We sent the proposal to around 60 publishers – academic names such as Sage and Routledge; American and British university presses; smaller left-wing publishers including Pluto and Verso; newer entrants such as Bloomsbury and Anthem. We got nowhere, and the rejection emails flew back into the in-box like homing pigeons. Now it might have been a terrible proposal, but the responses were interesting nonetheless.
For the big academic textbook publishers, the problem was the lack of any relationship to teaching. “Does anyone offer modules on this?” was the question – and the answer was pretty obvious. In effect, the ways in which knowledge is apportioned on a module descriptor or course schedule determine the possibility of something being recognised as a “text”, or as “supplementary reading”. So if your book doesn’t nestle up neatly alongside the curriculum, it won’t be published.
But even for those publishers that were less insistent on texts, we had a problem. Which editor do we send the book to? I work in a school of management, but have a background in sociology, cultural studies and anthropology. Valerie, my co-author, has a PhD (from which the book grew) that began in literature and then moved into management. But it didn’t seem to matter where we sent the proposal, because it was always the wrong place. Editors just didn’t seem to recognise what we were trying to do, and would suggest that it would be better sent to another editor, or a different publisher, because it didn’t quite fit with them. But this game of pass the parcel never stopped, and we kept getting moved on.
The problem, I think, was twofold. First, editors have their “lists”, and the list is defined as something that looks like literature, management, history or whatever. The leakiness of these terms, even if recognised on an intellectual level, is patched up by their institutionalisation in the apparatus of publishing. Editors deal with this, and not that. Subject catalogues include certain works and not others. Series are published that specialise in particular categories of knowledge. And bookshops, of course, place history on the history shelves and management somewhere else.

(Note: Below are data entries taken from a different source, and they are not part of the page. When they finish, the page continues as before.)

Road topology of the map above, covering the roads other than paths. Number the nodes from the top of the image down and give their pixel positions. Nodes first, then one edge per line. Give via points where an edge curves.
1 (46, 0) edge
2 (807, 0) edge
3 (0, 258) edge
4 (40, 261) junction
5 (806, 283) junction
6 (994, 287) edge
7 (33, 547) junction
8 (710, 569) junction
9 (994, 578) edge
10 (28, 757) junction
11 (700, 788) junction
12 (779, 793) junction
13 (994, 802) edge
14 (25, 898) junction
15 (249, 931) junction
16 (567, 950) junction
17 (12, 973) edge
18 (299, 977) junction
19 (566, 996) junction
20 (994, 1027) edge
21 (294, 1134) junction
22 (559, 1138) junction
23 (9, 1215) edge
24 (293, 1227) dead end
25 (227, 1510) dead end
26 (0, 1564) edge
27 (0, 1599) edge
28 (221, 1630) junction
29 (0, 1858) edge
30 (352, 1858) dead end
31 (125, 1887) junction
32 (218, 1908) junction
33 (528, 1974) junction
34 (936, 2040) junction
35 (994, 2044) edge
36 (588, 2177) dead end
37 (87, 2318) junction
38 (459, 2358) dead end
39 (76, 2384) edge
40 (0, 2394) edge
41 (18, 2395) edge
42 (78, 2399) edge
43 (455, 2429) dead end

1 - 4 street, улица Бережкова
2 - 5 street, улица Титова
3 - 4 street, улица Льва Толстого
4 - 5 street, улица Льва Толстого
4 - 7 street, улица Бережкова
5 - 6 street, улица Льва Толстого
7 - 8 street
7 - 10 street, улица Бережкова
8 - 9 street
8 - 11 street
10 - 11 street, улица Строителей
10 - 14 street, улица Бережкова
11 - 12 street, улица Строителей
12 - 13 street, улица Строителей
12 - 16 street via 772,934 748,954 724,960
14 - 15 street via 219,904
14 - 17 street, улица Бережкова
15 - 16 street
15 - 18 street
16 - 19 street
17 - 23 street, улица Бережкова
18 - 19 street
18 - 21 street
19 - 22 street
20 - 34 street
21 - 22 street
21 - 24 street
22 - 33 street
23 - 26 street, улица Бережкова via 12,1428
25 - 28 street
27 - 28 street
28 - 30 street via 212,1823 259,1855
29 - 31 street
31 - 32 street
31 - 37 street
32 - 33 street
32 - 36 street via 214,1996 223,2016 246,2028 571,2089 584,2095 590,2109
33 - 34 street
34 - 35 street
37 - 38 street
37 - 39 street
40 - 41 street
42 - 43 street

There isn’t an obvious answer to this problem, but it does reflect some issues that academics and publishers might want to think about. It is common enough to complain that a discipline-focused assessment mechanism such as the UK’s research excellence framework militates against interdisciplinarity, encouraging work that is conservative and located in the dull mainstream of subjects, rather than at the exciting edges. That is probably true, but it is only one aspect of an infrastructure that divides thought up into distinct chunks and, consequently, discourages the sort of dilettantism (or ill-discipline) that tries to join things together.
Despite all the talk of inter-, trans- and post-disciplinarity, the very architecture of universities and the structure of bookshops mean that questions that come in neat categories are more likely to be recognised. It means that the people who write and teach literature are in different buildings from those who teach management, and go to different conferences, publish in different journals and discipline themselves and others in order to ensure that their field is kept clear of trespassers.
Daniel Defoe himself caustically compared scholars’ way of thinking to that of Italian carvers and painters who made their gods and devils and then “fix[ed] them in their proper stations in perspective, just as they do in nitches and glass windows”. By this, of course, he meant that they thoughtlessly churn out the same archetypes time and again, never employing their creativity and challenging the conventions. Not that much has changed in the intervening centuries. Of course, we did get the book published in the end, but I suspect that not many people would keep sending their proposal to publishers in the face of such consistent (if often kindly) rejection. There might be lots more of these bastard books that will never see the light of day.
Martin Parker is professor of organisation and culture at the University of Leicester.